— DIRECTIONS FOR THIS TASK —
The lines to copy from the data below are those that hold the string "市道升田邑久郷線".

=== Begin Enclosure ===

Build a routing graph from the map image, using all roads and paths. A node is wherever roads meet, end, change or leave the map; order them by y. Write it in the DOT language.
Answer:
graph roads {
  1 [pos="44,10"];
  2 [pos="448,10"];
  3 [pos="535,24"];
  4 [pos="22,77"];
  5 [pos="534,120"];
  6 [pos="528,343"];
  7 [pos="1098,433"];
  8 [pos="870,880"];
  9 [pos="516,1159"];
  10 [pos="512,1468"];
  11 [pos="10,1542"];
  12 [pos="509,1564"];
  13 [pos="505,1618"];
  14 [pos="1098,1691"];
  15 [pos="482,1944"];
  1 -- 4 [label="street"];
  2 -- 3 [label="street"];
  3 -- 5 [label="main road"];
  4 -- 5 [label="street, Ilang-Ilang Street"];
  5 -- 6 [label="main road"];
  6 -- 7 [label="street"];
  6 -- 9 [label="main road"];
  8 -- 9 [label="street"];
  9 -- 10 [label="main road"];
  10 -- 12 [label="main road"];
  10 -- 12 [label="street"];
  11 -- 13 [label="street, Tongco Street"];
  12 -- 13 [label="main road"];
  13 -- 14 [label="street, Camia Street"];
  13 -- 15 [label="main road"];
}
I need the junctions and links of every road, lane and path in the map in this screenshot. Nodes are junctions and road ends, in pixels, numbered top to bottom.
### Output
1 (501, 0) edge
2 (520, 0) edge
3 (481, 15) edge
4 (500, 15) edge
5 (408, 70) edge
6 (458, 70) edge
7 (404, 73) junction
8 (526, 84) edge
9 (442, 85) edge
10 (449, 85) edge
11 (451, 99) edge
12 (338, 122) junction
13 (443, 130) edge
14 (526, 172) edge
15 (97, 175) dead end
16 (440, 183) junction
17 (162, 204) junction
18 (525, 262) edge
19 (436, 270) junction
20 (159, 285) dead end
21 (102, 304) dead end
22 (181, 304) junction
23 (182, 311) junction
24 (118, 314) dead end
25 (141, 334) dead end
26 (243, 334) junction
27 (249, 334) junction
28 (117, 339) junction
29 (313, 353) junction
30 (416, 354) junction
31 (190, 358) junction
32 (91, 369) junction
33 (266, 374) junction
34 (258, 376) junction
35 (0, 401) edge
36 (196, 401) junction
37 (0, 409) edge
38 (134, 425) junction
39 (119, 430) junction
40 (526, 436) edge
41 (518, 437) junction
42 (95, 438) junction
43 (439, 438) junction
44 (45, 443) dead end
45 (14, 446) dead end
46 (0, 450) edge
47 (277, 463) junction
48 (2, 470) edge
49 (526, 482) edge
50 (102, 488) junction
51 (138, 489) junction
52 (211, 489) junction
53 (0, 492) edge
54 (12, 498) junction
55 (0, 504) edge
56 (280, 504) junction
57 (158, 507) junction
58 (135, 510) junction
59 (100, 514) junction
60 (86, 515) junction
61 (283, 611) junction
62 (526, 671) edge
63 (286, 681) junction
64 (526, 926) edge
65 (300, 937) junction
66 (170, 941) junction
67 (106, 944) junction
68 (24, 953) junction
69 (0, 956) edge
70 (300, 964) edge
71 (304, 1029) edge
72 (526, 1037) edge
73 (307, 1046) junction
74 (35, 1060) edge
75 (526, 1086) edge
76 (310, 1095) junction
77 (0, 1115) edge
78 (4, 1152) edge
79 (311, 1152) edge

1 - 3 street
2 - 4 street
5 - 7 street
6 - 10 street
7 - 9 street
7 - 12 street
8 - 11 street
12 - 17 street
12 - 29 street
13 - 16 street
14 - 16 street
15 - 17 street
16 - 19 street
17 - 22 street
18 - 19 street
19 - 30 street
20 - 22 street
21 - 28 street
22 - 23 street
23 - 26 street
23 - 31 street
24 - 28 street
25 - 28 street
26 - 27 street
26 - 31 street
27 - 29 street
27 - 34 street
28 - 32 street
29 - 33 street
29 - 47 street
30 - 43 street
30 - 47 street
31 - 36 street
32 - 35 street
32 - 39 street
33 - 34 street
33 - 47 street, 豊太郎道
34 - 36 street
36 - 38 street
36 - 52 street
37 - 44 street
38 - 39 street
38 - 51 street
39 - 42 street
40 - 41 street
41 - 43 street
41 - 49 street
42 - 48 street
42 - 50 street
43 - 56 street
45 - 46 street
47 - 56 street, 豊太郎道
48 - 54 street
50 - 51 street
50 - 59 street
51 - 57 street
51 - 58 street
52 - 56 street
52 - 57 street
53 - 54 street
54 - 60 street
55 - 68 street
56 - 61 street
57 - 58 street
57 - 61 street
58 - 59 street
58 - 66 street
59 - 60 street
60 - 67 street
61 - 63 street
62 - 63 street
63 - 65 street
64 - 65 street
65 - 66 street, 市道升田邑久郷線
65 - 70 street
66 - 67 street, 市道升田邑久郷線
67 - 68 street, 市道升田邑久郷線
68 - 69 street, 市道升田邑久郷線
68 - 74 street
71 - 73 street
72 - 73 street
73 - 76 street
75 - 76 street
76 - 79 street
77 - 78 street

=== End Enclosure ===

— RESULT FOR THIS EXERCISE —
65 - 66 street, 市道升田邑久郷線
66 - 67 street, 市道升田邑久郷線
67 - 68 street, 市道升田邑久郷線
68 - 69 street, 市道升田邑久郷線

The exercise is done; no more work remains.